A major concern for the boycott centers around the incorrect assumption that the purchase of any of our products may support a cause that does not fit the mission/values of our brand. That is not the case. Our brand falls within the Outdoor Products segment of our company, which operates separately from Vista Outdoor’s Shooting Sports segment. Since 1975, Blackburn has maintained a commitment to the cycling community and travel-by-bike ethos. We support trail advocacy groups across the U.S., nonprofit organizations encouraging cycling as a healthy lifestyle, and local groups working to make cycling more accessible for all.

It seems unlikely that such statements will mollify critics. For his part, Naparstek is now working to draw attention to the fact that, in addition to its relationships with the NRA, Vista Outdoor also supports politicians who are opposed to public lands protections—a stance that is poorly aligned with the values of many of its customers. In the 2016 election cycle, the two largest recipients of donations from Vista Outdoor's political action committee were Utah House Republicans Rob Bishop and Chris Stewart, both of whom have been vocal supporters of Donald Trump’s efforts to roll back the Bears Ears and Grand Staircase–Escalante National Monuments. 

“When a customer goes to REI and buys a CamelBak hydration system, some portion of that money they spend at REI, some portion of that expenditure is going to those congressmen who are spearheading the effort to buy public lands,” Naparstek said. 
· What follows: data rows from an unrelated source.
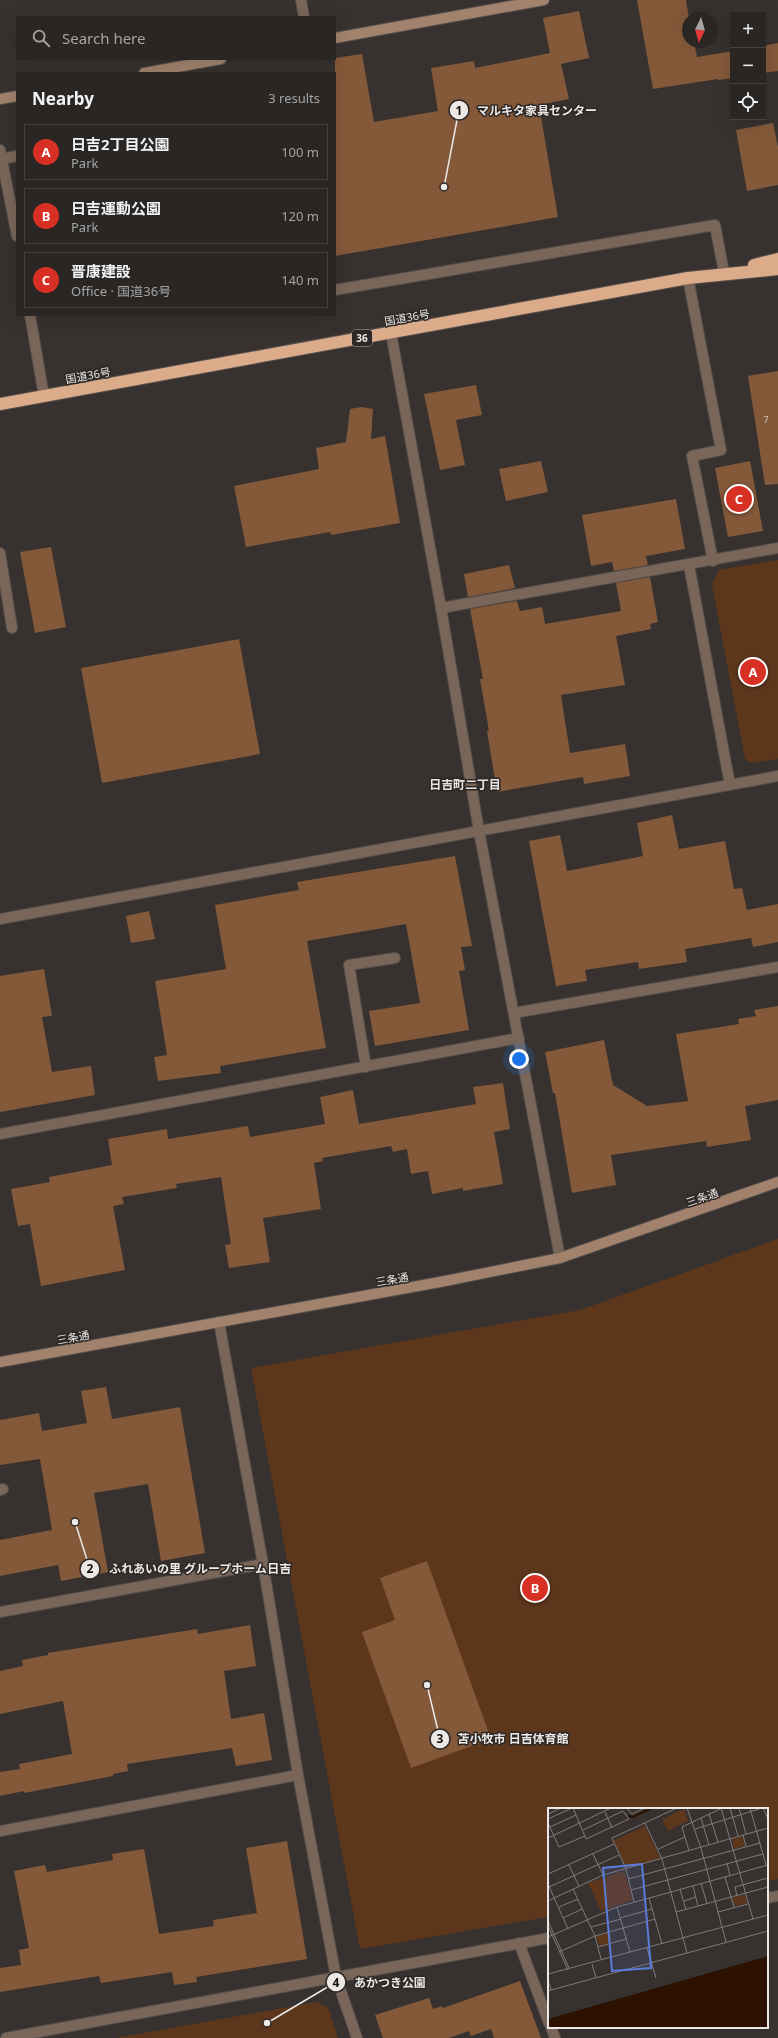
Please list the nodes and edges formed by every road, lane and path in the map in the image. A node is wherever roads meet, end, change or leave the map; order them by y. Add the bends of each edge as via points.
1 (301, 0) edge
2 (544, 0) edge
3 (304, 16) edge
4 (336, 38) edge
5 (216, 60) edge
6 (150, 72) edge
7 (16, 96) edge
8 (0, 99) edge
9 (1, 154) edge
10 (16, 156) edge
11 (16, 227) edge
12 (778, 259) edge
13 (778, 269) edge
14 (724, 273) junction
15 (688, 278) junction
16 (336, 290) edge
17 (30, 316) edge
18 (391, 333) junction
19 (44, 396) junction
20 (0, 404) edge
21 (778, 548) edge
22 (0, 554) edge
23 (713, 561) junction
24 (689, 565) junction
25 (441, 608) junction
26 (12, 628) dead end
27 (778, 776) edge
28 (730, 785) junction
29 (479, 832) junction
30 (0, 919) edge
31 (395, 958) dead end
32 (778, 967) edge
33 (514, 1013) junction
34 (519, 1038) junction
35 (366, 1068) junction
36 (0, 1134) edge
37 (778, 1182) edge
38 (560, 1258) junction
39 (219, 1322) junction
40 (0, 1362) edge
41 (263, 1564) junction
42 (0, 1612) edge
43 (298, 1775) junction
44 (0, 1831) edge
45 (778, 1896) edge
46 (768, 1898) edge
47 (548, 1938) edge
48 (519, 1943) junction
49 (336, 1977) junction
50 (548, 2020) edge
51 (551, 2028) edge
52 (6, 2038) edge
53 (357, 2038) edge
54 (555, 2038) edge

1 - 3 street
2 - 4 street
5 - 6 street
7 - 8 street
9 - 10 street
9 - 11 street
12 - 14 highway, 国道36号 / 36
13 - 14 highway, 国道36号 / 36
14 - 15 highway, 国道36号 / 36
14 - 16 street via 716,224
15 - 18 highway, 国道36号 / 36
15 - 23 street via 721,450 692,456
17 - 19 street
18 - 19 highway, 国道36号 / 36
18 - 25 street
19 - 20 highway, 国道36号 / 36
21 - 23 street
22 - 26 street
23 - 24 street
24 - 25 street
24 - 28 street
25 - 29 street
27 - 28 street
28 - 29 street
29 - 30 street
29 - 33 street
31 - 35 street via 349,965
32 - 33 street
33 - 34 street
34 - 35 street
34 - 38 street
35 - 36 street
37 - 38 street, 三条通
38 - 39 street, 三条通
39 - 40 street, 三条通
39 - 41 street
41 - 42 street
41 - 43 street
43 - 44 street
43 - 49 street
45 - 46 street
47 - 48 street
48 - 49 street
48 - 50 street
49 - 52 street
49 - 53 street
51 - 54 street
The NRA and many of its members have expressed outrage at the grassroots campaigns to boycott companies with ties to the organization. “I find it interesting that those individuals who simultaneously preach about free speech want to silence the speech of the millions of people who make up NRA membership,” Dana Loesch, the NRA spokesperson and media personality, wrote on Twitter.

But free speech goes many directions; any citizen has the right not to support speech they don’t like. With the boycott of Vista Outdoor, cyclists and others are simply putting their money where their mouth is—and declaring that they won’t be funding companies with whom they disagree on the crucial issue of gun control.